For every line in the records below that holds "above", make a copy.
[[ Record extracts, beginning ]]
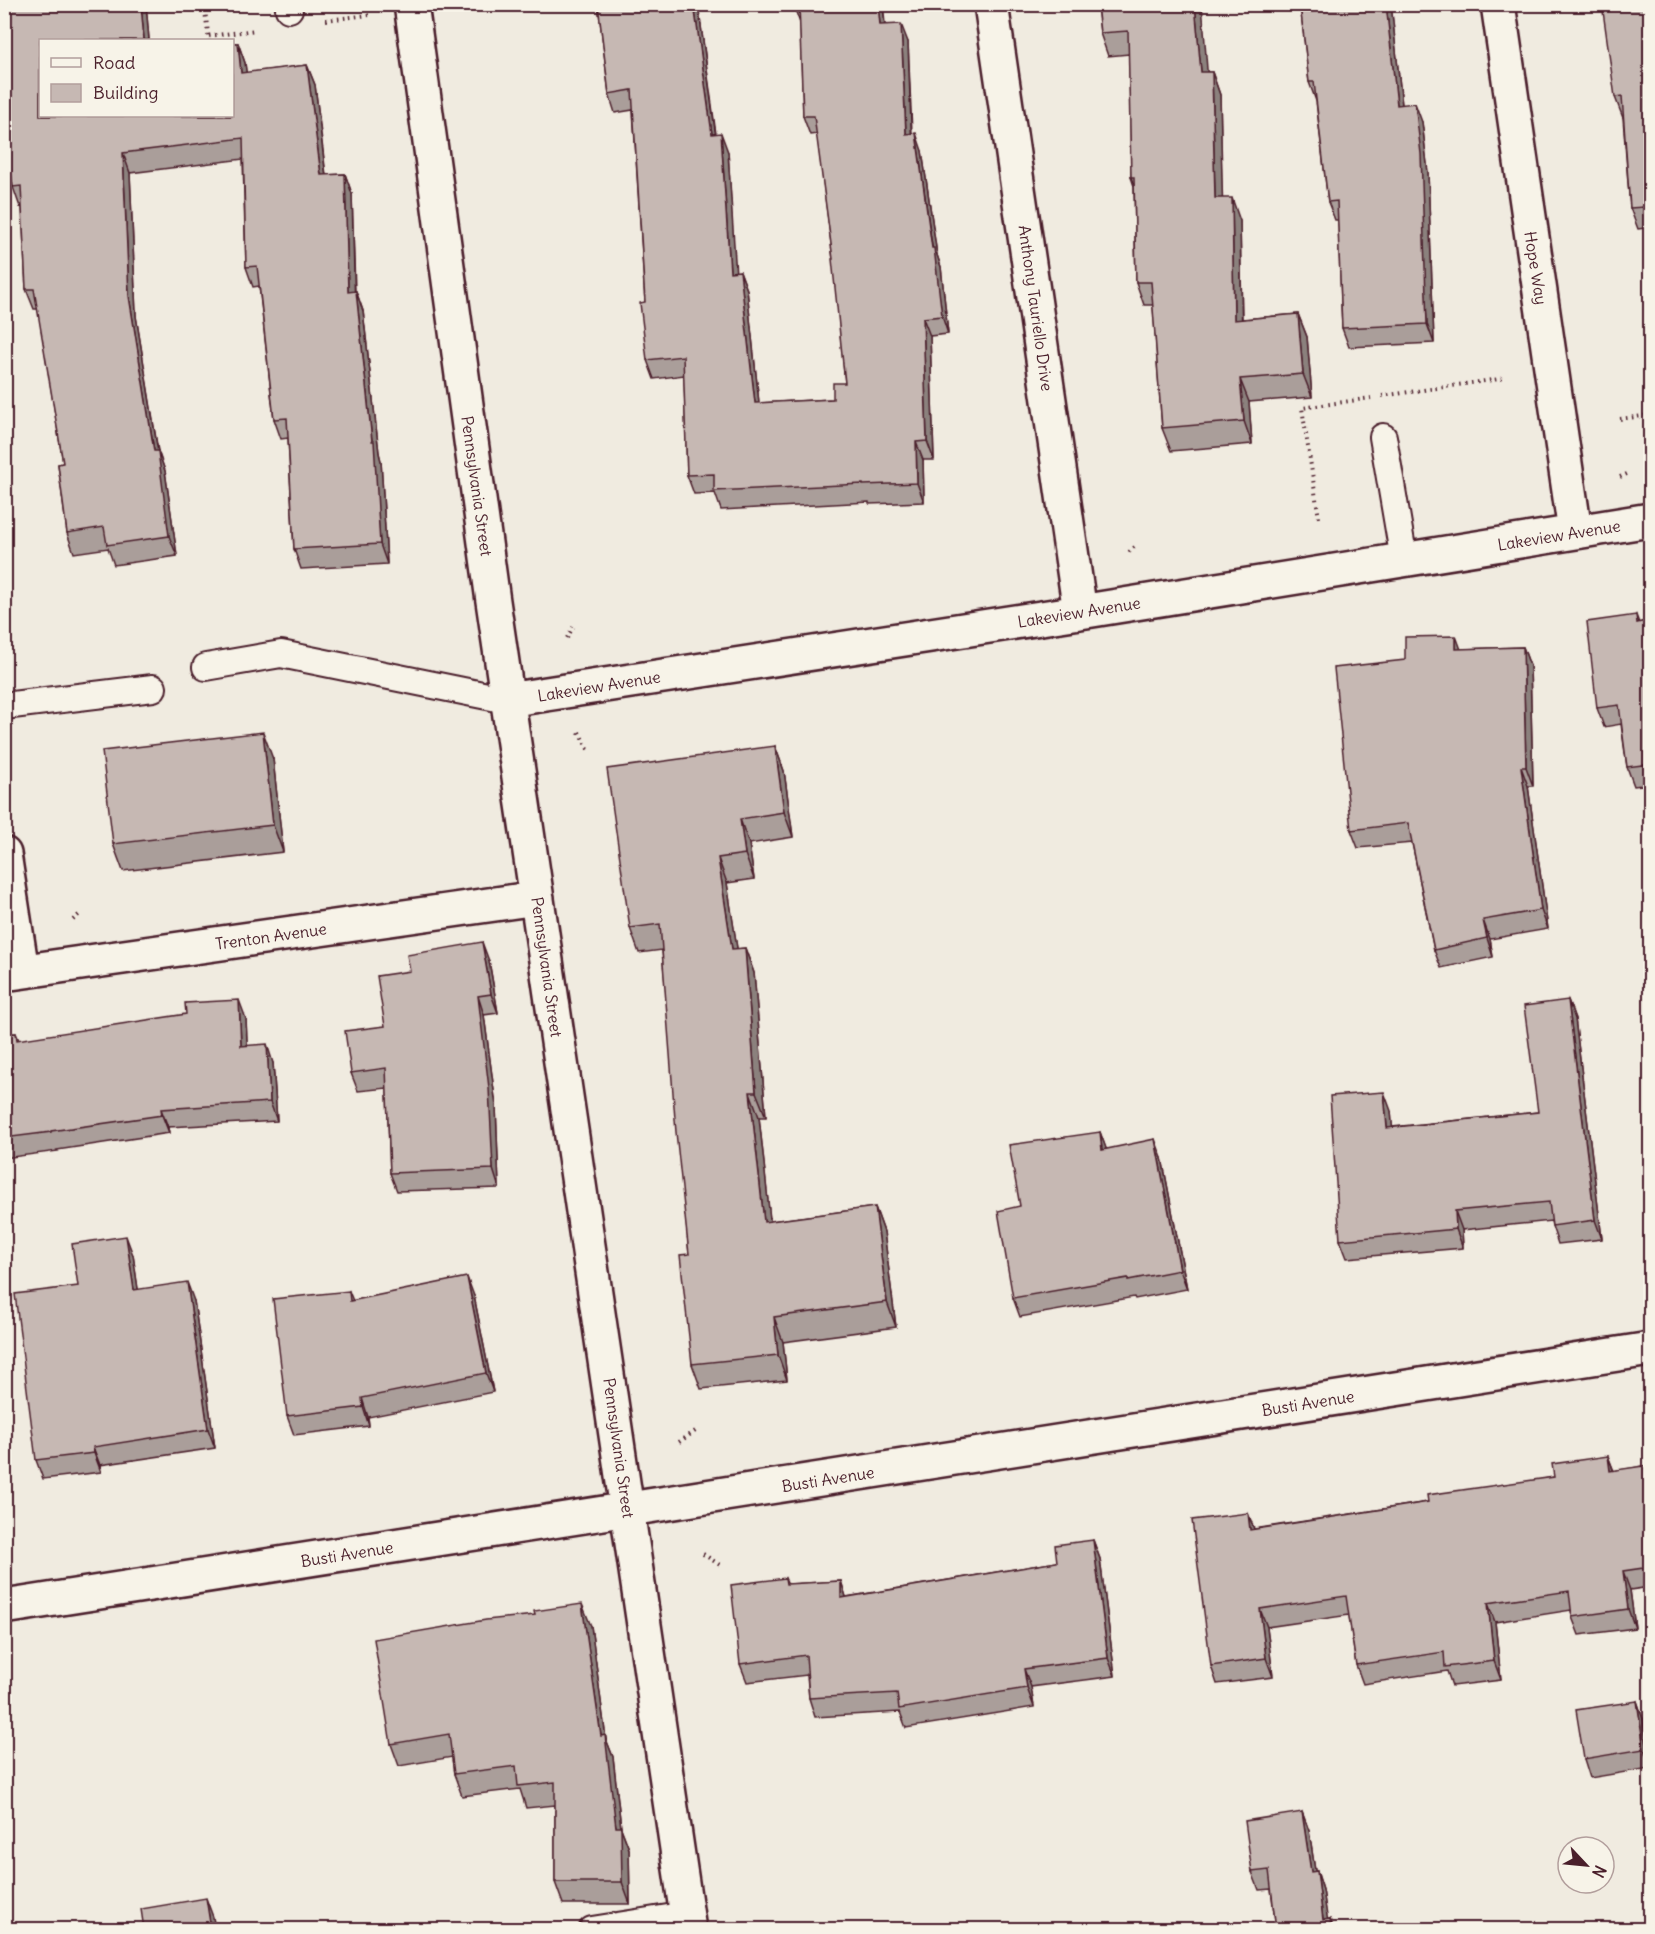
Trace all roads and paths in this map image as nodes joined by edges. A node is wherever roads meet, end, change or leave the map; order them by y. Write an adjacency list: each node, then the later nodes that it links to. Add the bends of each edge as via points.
[[ Record extracts, end ]]
[[ Record extracts, beginning ]]
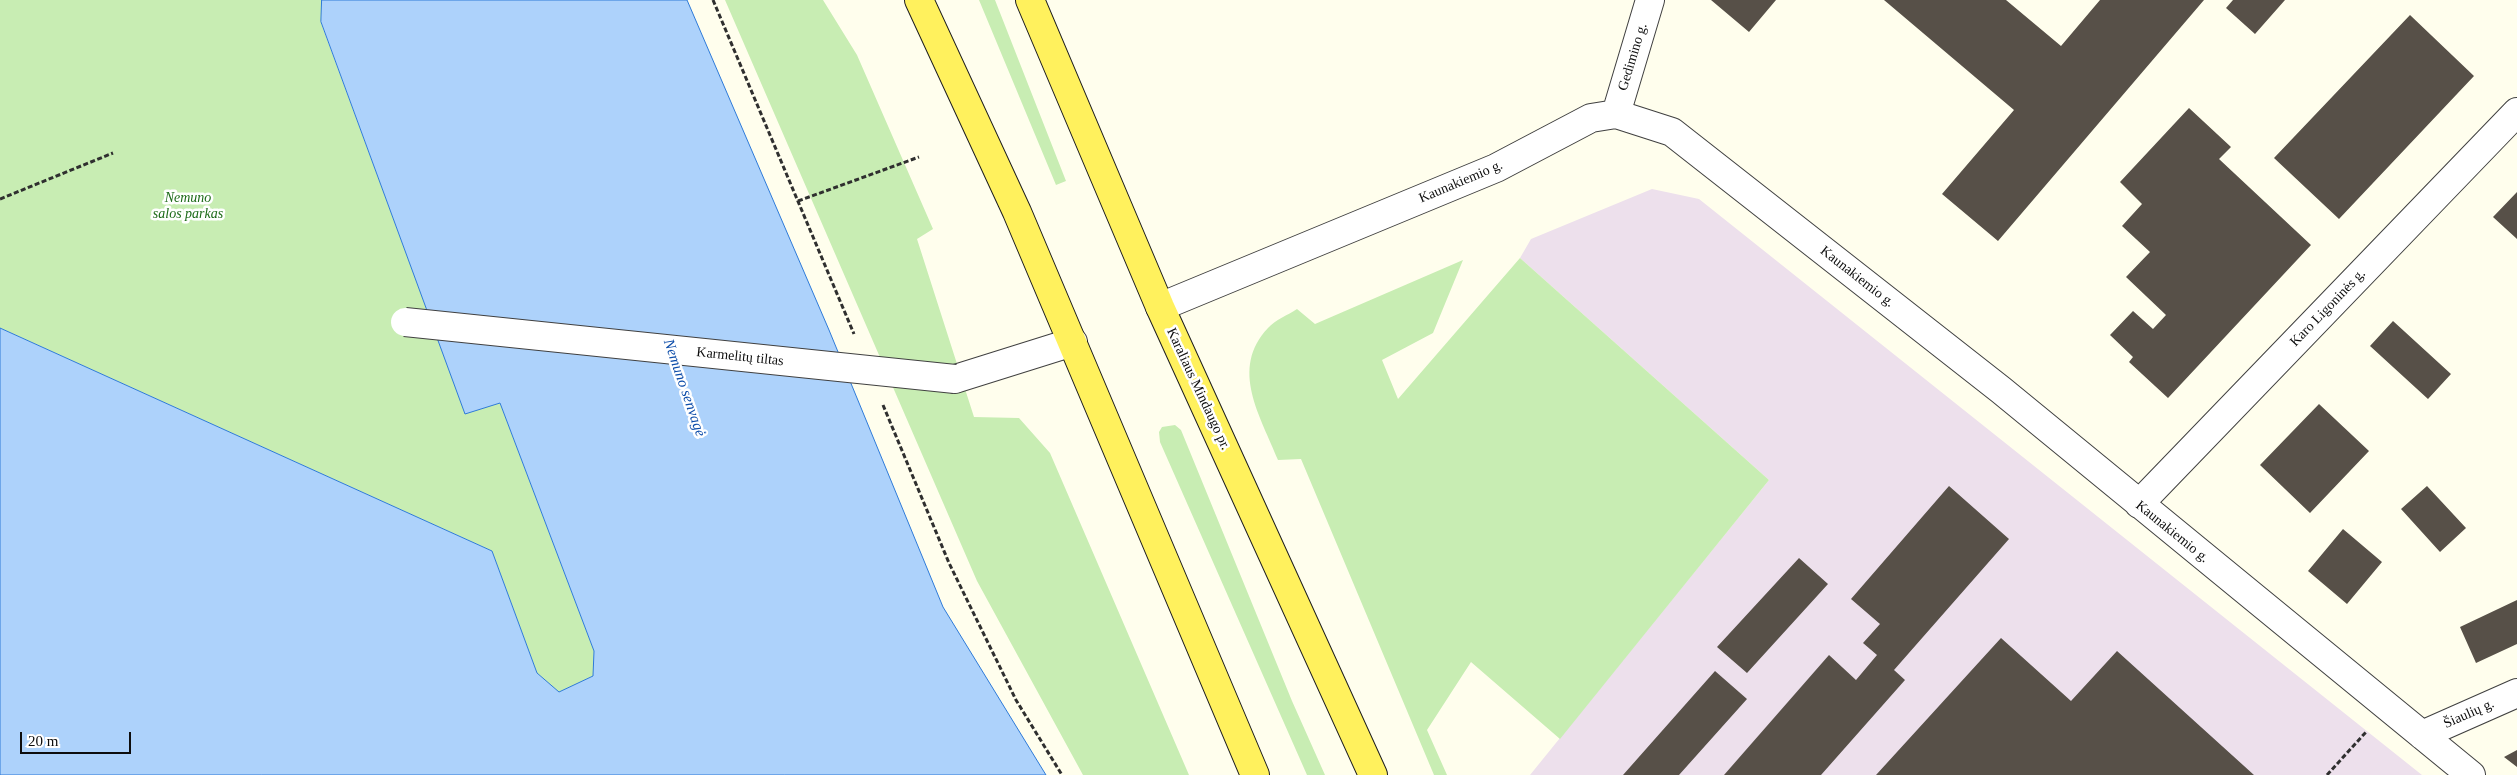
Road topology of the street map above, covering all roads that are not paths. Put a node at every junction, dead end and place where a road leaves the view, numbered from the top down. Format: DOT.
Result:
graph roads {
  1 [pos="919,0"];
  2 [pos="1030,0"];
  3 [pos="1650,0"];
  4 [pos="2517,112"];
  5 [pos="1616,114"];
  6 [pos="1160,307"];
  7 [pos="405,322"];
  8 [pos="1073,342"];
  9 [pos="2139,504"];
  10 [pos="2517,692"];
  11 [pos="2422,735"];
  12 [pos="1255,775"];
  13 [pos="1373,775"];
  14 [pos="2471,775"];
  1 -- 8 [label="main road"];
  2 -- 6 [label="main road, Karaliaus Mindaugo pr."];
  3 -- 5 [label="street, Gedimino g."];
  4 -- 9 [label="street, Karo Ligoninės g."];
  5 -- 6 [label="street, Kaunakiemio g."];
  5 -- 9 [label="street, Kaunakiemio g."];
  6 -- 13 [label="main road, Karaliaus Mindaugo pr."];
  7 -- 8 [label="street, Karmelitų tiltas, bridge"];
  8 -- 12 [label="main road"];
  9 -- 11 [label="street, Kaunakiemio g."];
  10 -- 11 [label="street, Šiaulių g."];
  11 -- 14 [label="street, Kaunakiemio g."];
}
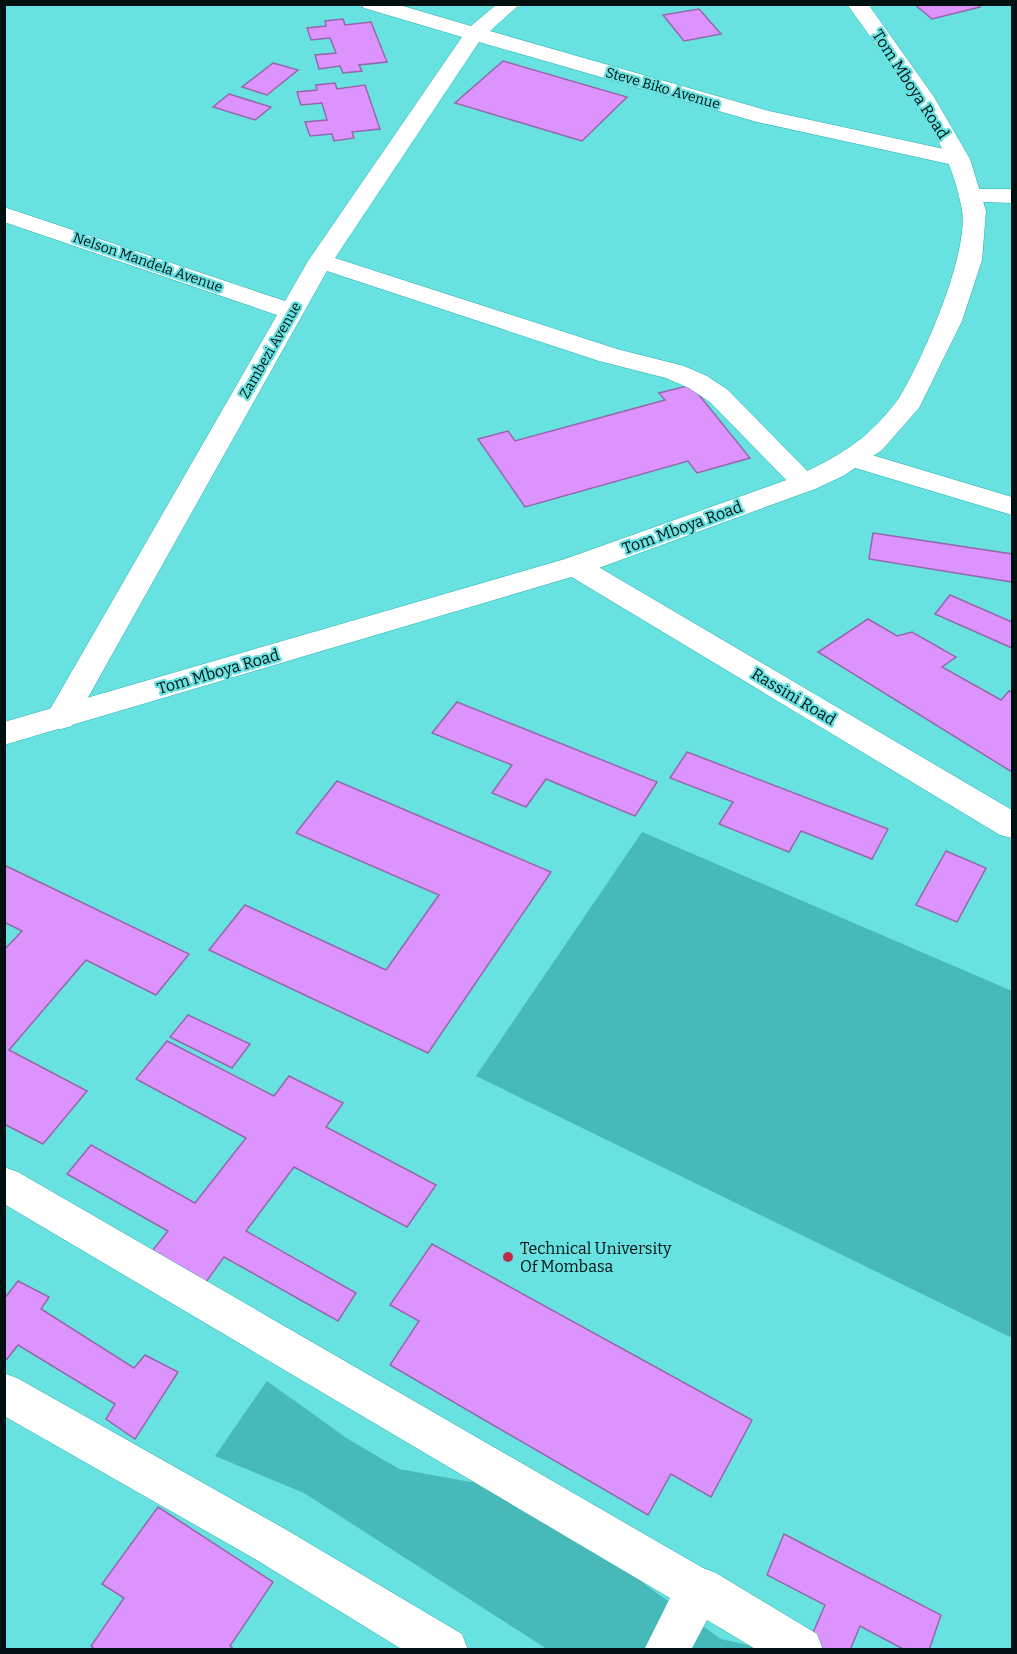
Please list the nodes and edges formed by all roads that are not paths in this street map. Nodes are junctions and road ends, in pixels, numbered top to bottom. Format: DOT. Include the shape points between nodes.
[[ Record extracts, end ]]
[[ Record extracts, beginning ]]
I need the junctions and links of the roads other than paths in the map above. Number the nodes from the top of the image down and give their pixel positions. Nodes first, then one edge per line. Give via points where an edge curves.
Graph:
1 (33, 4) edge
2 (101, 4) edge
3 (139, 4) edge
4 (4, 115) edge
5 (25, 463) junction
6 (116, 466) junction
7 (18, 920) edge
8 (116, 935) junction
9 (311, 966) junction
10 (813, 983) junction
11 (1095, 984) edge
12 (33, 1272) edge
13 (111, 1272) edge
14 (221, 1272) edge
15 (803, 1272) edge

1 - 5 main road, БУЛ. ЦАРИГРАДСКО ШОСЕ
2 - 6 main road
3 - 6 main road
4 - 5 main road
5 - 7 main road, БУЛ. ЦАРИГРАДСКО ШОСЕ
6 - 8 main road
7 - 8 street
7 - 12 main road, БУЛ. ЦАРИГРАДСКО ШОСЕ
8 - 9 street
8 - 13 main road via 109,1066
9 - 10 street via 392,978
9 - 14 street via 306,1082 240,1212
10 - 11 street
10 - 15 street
[[ Record extracts, end ]]
_Result of the exercise_:
Road topology of the street map above, covering all roads that are not paths. Put a node at every junction, dead end and place where a road leaves the view, numbered from the top down. Format: DOT.
I need the junctions and links of the roads other than paths in the map above. Number the nodes from the top of the image down and give their pixel positions. Nodes first, then one edge per line. Give via points where an edge curves.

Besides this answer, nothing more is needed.